In your reply, write out the records exactly, each line intact.
#### Extracted entries ####
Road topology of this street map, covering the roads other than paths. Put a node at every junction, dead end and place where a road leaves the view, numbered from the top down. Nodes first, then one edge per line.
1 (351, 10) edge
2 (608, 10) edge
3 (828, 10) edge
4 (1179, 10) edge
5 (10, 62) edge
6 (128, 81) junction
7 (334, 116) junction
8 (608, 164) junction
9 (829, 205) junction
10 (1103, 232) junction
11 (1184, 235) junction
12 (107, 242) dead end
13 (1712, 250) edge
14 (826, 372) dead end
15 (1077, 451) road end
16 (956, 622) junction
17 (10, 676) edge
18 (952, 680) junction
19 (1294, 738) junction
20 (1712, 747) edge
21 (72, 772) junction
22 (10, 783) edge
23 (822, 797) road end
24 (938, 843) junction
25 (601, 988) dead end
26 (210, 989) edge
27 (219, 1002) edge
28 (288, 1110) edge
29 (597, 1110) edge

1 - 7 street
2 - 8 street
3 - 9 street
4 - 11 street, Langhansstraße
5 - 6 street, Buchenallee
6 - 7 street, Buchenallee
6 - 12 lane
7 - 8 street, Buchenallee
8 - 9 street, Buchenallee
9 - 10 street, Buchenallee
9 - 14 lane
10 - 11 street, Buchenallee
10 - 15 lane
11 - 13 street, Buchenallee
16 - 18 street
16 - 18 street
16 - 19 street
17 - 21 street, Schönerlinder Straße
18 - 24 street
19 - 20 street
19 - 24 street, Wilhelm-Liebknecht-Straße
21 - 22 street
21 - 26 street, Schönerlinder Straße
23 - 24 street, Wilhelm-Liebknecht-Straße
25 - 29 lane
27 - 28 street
####
Exercise result =
Road topology of this street map, covering the roads other than paths. Put a node at every junction, dead end and place where a road leaves the view, numbered from the top down. Nodes first, then one edge per line.
1 (351, 10) edge
2 (608, 10) edge
3 (828, 10) edge
4 (1179, 10) edge
5 (10, 62) edge
6 (128, 81) junction
7 (334, 116) junction
8 (608, 164) junction
9 (829, 205) junction
10 (1103, 232) junction
11 (1184, 235) junction
12 (107, 242) dead end
13 (1712, 250) edge
14 (826, 372) dead end
15 (1077, 451) road end
16 (956, 622) junction
17 (10, 676) edge
18 (952, 680) junction
19 (1294, 738) junction
20 (1712, 747) edge
21 (72, 772) junction
22 (10, 783) edge
23 (822, 797) road end
24 (938, 843) junction
25 (601, 988) dead end
26 (210, 989) edge
27 (219, 1002) edge
28 (288, 1110) edge
29 (597, 1110) edge

1 - 7 street
2 - 8 street
3 - 9 street
4 - 11 street, Langhansstraße
5 - 6 street, Buchenallee
6 - 7 street, Buchenallee
6 - 12 lane
7 - 8 street, Buchenallee
8 - 9 street, Buchenallee
9 - 10 street, Buchenallee
9 - 14 lane
10 - 11 street, Buchenallee
10 - 15 lane
11 - 13 street, Buchenallee
16 - 18 street
16 - 18 street
16 - 19 street
17 - 21 street, Schönerlinder Straße
18 - 24 street
19 - 20 street
19 - 24 street, Wilhelm-Liebknecht-Straße
21 - 22 street
21 - 26 street, Schönerlinder Straße
23 - 24 street, Wilhelm-Liebknecht-Straße
25 - 29 lane
27 - 28 street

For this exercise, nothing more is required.